→ WHAT TO PRODUCE: Scan the entries below for lines holding "view". Give the number of such lines alone.

+++ TASK DATA

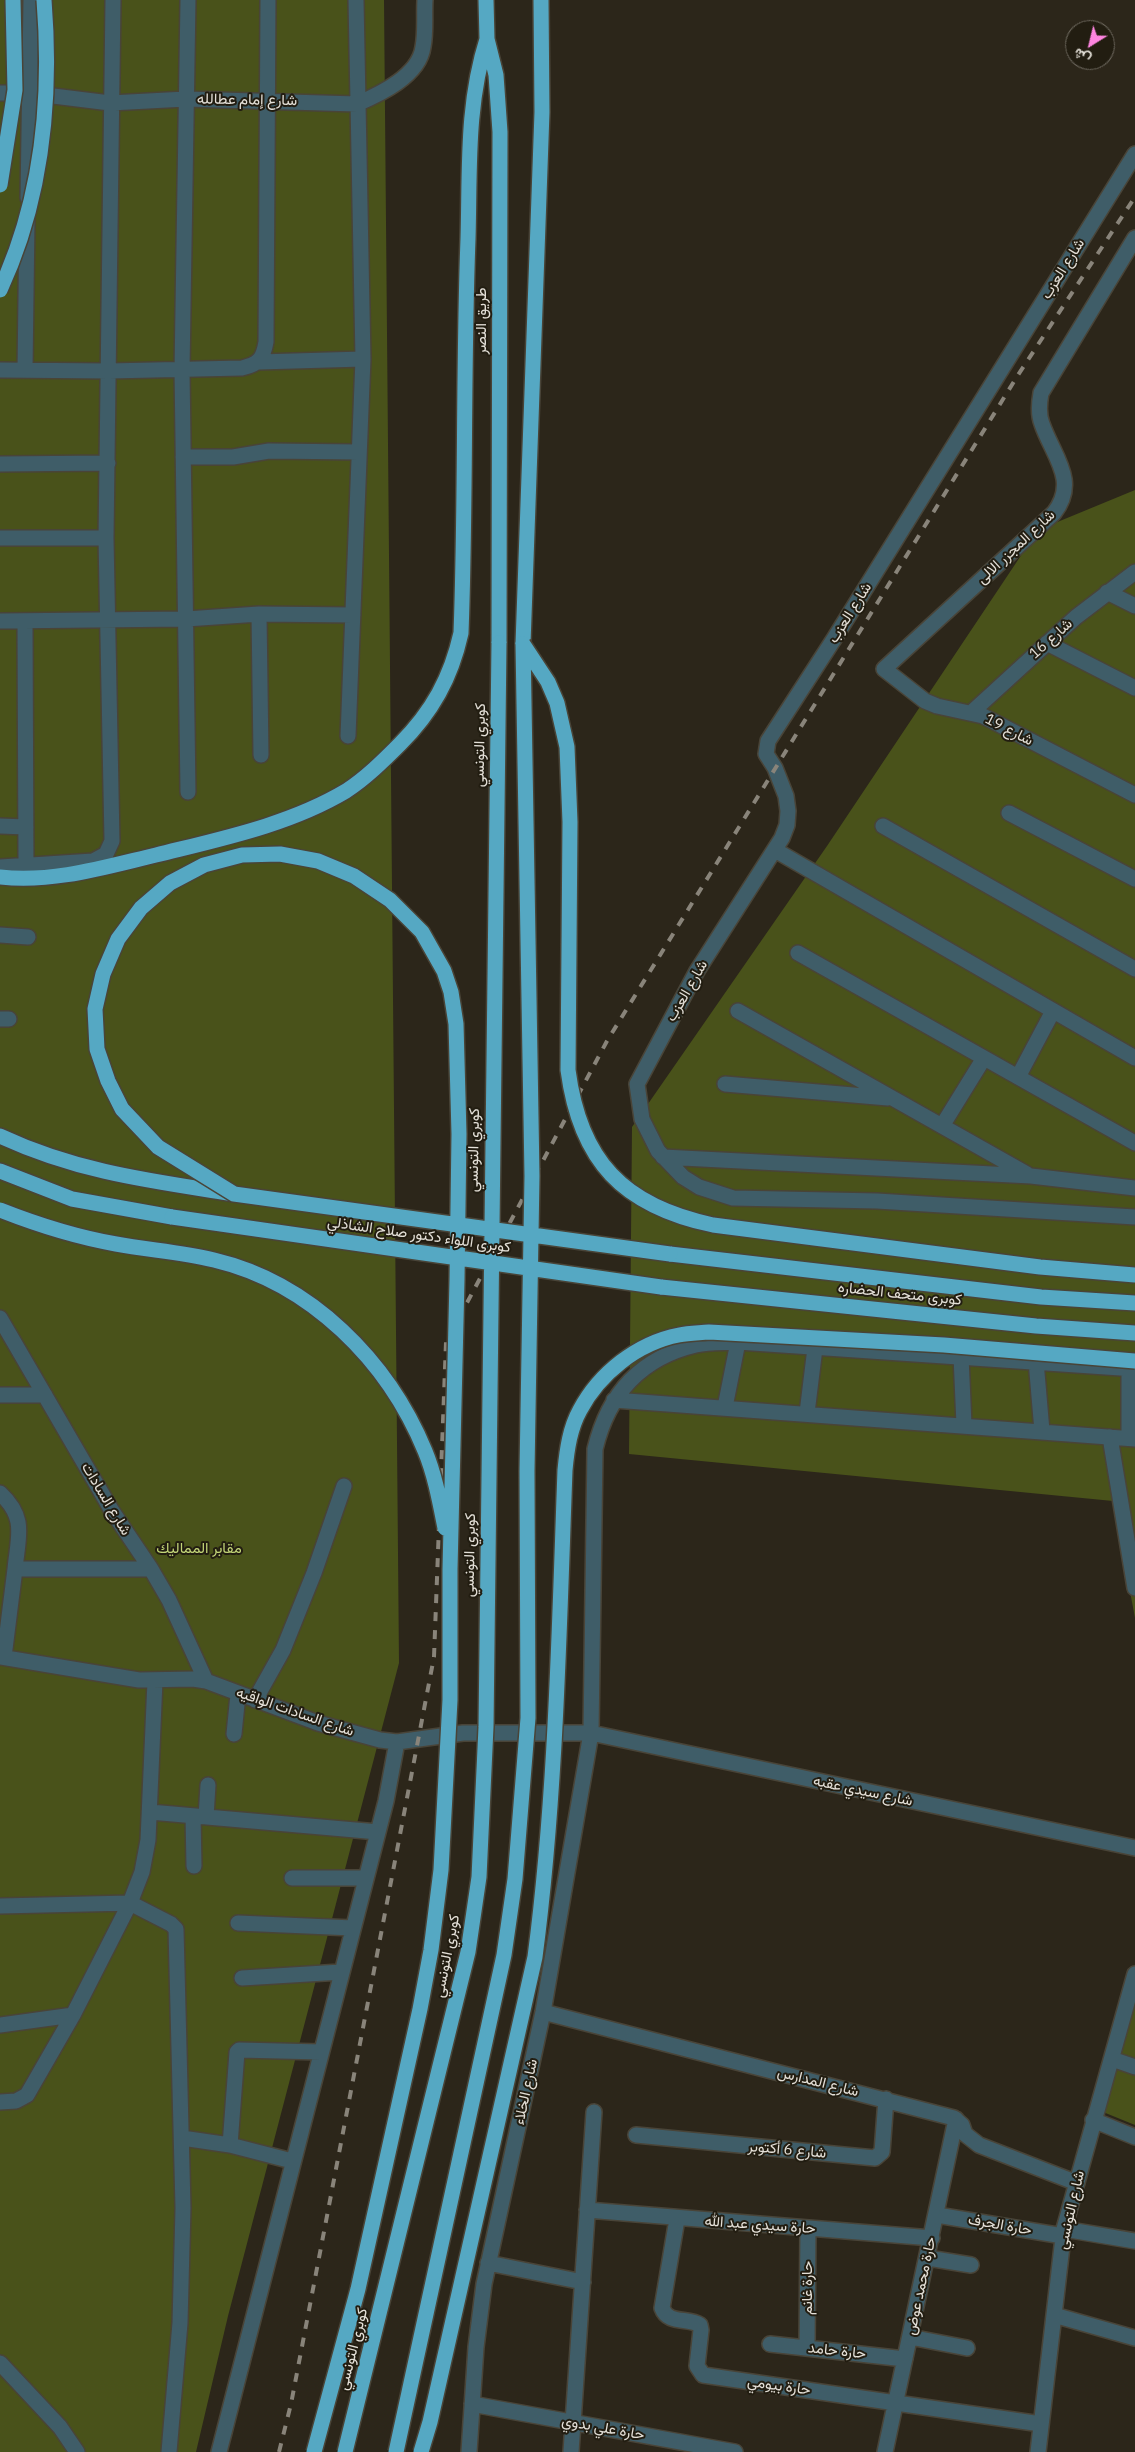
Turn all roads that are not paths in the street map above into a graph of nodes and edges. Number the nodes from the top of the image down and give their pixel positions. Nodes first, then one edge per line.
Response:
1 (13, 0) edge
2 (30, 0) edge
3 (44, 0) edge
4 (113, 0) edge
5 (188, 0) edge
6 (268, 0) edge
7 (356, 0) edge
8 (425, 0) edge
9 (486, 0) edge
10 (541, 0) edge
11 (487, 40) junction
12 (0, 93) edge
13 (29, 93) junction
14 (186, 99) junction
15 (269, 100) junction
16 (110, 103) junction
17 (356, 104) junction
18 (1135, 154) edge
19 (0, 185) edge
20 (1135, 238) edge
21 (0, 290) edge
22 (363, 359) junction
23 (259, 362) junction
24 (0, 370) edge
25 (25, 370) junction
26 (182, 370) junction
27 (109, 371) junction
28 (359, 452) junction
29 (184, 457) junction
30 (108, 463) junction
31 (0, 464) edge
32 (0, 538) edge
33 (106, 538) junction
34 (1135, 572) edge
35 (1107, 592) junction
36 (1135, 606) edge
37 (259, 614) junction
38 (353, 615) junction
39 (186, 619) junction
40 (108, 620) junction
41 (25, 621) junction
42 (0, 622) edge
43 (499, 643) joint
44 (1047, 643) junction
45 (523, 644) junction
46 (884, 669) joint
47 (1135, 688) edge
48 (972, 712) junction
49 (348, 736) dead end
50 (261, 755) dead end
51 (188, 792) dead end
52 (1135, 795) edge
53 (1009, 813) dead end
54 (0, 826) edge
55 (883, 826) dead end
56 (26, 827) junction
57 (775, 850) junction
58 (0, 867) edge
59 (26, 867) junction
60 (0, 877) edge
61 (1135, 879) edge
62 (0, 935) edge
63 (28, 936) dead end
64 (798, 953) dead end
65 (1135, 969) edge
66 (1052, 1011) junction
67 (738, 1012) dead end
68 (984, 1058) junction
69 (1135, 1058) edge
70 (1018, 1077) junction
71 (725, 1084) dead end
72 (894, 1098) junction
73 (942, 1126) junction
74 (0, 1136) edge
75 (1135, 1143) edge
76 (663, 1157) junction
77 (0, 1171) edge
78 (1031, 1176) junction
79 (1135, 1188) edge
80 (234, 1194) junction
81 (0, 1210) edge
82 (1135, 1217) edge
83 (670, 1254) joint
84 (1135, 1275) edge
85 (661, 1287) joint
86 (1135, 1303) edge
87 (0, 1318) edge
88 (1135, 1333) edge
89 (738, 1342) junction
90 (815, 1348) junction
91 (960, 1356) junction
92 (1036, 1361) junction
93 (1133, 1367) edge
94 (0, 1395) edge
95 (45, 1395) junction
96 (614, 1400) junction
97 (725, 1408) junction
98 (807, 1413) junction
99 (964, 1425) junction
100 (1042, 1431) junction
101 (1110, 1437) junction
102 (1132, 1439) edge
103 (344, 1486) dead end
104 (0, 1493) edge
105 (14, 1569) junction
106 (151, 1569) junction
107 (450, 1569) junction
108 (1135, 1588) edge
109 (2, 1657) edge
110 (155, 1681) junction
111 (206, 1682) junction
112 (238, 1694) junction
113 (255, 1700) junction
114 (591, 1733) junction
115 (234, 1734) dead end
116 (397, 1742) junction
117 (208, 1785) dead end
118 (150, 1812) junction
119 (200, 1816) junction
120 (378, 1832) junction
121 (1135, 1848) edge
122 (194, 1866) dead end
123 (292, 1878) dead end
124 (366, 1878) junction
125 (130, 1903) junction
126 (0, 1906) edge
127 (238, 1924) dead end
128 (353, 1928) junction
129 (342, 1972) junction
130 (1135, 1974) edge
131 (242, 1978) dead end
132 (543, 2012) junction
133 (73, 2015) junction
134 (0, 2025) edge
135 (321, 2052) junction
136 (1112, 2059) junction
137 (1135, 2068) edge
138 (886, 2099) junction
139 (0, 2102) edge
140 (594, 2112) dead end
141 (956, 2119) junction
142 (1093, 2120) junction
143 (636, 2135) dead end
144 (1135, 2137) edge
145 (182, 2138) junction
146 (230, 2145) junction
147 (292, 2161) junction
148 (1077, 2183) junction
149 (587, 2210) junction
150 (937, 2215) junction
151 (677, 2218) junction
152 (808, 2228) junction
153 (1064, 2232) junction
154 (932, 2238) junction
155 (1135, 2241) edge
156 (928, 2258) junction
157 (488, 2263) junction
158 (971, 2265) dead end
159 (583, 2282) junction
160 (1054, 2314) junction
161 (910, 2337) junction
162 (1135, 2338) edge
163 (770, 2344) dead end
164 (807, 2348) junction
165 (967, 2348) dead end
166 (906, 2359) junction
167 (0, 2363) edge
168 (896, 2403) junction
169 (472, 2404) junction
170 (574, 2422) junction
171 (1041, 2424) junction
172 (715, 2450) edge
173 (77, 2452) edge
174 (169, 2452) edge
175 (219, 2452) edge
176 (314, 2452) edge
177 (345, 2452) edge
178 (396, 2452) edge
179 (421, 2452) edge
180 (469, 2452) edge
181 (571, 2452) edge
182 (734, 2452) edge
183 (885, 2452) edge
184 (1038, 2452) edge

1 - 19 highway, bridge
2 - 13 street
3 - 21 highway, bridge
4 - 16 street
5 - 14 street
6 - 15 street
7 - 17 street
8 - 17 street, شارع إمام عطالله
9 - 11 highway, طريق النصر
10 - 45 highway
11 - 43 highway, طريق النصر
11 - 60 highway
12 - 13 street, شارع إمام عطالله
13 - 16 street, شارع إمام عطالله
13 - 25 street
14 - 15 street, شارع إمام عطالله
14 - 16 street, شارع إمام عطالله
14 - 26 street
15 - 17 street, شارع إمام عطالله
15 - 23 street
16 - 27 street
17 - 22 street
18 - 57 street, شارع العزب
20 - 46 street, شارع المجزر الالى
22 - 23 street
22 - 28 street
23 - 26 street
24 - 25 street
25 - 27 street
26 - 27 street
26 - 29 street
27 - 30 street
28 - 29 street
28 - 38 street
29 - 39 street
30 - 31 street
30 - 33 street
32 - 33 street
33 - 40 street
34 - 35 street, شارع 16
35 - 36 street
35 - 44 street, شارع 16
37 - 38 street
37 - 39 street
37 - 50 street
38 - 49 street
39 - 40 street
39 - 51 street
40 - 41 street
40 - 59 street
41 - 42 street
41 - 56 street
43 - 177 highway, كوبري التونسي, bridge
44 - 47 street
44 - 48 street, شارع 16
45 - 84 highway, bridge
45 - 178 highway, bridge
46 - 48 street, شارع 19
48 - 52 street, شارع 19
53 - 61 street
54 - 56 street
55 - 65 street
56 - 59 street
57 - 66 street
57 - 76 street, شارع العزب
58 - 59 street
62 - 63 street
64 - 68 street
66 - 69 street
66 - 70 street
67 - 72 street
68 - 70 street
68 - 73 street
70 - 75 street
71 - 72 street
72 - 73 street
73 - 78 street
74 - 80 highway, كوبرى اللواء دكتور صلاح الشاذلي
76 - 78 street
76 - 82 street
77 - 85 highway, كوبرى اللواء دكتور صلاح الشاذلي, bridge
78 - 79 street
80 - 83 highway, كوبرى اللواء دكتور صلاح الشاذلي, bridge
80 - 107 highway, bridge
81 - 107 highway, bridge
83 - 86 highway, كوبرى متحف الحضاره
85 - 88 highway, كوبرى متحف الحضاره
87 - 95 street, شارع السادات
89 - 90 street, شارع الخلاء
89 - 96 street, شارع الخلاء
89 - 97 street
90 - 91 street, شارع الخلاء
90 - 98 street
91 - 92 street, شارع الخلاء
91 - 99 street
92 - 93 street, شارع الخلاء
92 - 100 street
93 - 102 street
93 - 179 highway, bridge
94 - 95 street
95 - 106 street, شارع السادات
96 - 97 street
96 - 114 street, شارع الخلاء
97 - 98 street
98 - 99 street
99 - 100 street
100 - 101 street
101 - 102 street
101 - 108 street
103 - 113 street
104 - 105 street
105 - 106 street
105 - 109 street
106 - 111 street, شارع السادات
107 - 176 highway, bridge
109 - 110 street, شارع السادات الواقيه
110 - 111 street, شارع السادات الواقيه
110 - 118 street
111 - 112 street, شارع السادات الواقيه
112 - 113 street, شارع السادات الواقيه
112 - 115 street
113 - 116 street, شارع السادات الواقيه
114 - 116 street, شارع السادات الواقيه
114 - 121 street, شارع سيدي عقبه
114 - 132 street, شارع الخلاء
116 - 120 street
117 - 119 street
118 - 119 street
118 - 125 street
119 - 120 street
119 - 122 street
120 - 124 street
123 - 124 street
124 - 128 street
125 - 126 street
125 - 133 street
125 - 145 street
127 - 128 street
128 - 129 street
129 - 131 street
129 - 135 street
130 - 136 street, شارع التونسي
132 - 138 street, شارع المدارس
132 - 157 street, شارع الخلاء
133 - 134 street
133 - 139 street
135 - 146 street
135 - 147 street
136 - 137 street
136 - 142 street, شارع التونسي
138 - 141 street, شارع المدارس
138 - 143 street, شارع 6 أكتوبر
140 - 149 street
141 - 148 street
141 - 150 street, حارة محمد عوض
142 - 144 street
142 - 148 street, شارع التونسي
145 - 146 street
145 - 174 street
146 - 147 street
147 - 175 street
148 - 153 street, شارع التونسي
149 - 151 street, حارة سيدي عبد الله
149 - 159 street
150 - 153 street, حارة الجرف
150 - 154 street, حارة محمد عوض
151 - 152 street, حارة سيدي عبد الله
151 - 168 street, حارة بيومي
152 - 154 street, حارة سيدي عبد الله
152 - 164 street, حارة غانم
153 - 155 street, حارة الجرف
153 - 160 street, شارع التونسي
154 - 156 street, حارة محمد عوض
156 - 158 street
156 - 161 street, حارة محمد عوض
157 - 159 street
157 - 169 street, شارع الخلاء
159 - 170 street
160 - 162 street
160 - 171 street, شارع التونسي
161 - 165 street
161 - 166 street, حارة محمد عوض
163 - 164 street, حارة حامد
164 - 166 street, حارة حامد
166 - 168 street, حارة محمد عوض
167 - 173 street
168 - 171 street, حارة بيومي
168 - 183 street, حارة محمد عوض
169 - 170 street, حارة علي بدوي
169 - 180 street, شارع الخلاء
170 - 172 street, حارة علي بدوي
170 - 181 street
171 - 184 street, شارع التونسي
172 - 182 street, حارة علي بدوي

++++++
+++ TASK DATA

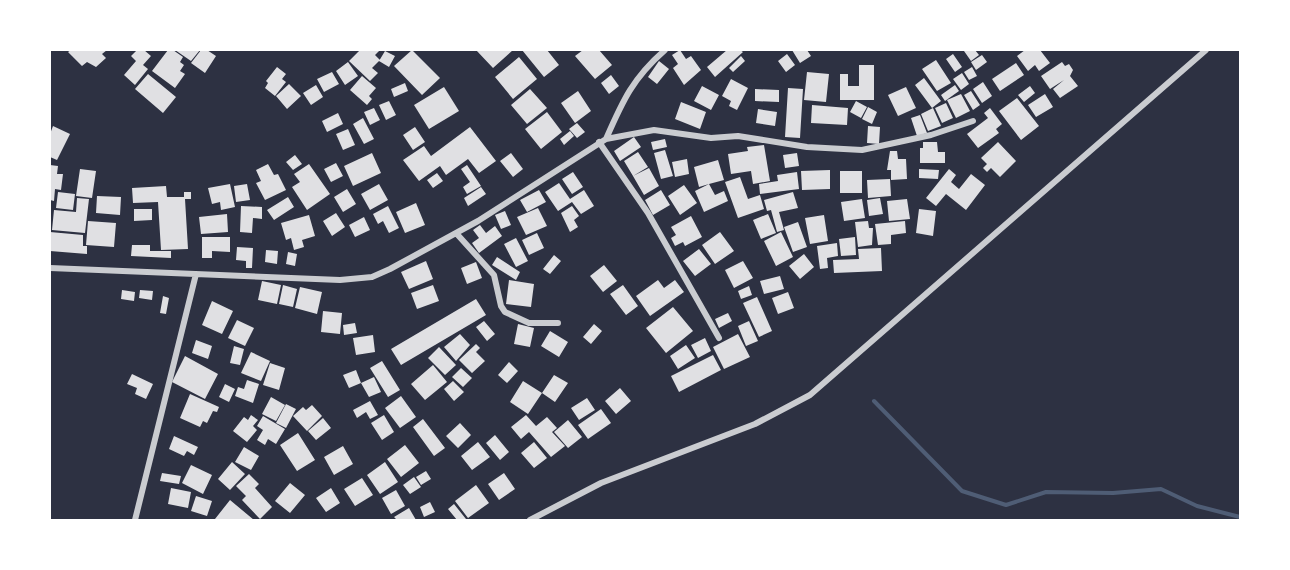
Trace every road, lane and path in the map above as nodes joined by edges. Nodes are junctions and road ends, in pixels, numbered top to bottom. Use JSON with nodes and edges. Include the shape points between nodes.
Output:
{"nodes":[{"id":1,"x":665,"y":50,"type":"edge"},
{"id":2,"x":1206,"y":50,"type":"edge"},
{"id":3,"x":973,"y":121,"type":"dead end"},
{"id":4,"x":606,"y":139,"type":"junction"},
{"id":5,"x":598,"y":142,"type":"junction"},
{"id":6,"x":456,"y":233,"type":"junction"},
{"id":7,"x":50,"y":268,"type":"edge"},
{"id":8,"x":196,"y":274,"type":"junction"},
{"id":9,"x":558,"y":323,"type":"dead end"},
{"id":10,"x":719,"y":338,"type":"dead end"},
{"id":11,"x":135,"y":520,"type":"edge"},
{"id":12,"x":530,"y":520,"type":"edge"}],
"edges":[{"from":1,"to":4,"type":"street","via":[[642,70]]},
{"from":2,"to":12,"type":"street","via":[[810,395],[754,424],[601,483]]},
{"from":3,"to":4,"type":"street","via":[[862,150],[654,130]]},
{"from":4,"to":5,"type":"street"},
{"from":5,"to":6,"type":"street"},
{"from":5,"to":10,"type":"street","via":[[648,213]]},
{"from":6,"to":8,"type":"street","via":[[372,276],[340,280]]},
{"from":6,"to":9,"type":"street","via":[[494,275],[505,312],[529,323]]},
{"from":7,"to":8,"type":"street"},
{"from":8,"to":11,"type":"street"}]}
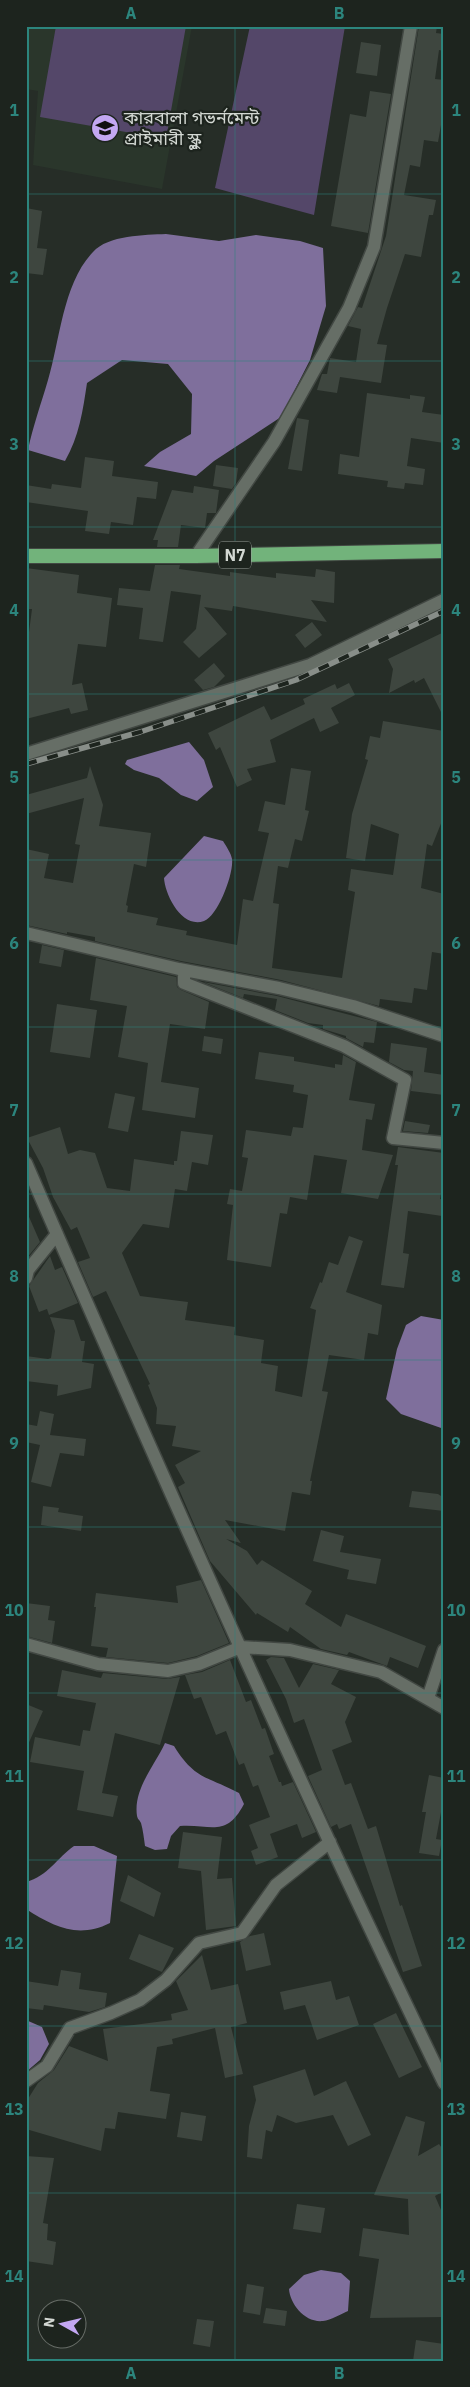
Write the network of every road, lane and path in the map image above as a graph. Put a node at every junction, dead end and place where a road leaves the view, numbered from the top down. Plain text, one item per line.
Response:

++++++
+++ TASK DATA

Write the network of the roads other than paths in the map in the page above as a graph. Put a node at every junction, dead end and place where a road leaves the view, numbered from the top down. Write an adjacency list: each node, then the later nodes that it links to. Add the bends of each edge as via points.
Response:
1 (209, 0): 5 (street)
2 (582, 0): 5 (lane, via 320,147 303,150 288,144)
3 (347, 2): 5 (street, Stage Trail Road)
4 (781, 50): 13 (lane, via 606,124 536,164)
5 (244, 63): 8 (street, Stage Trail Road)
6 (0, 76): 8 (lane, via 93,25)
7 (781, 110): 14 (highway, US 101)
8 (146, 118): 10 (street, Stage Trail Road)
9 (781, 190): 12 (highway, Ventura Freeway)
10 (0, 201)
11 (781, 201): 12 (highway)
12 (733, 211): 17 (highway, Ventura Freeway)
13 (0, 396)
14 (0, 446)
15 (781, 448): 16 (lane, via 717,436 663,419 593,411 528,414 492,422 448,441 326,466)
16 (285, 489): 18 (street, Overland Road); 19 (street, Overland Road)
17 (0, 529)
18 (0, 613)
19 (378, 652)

++++++

→ RESULT OF THIS TASK: 2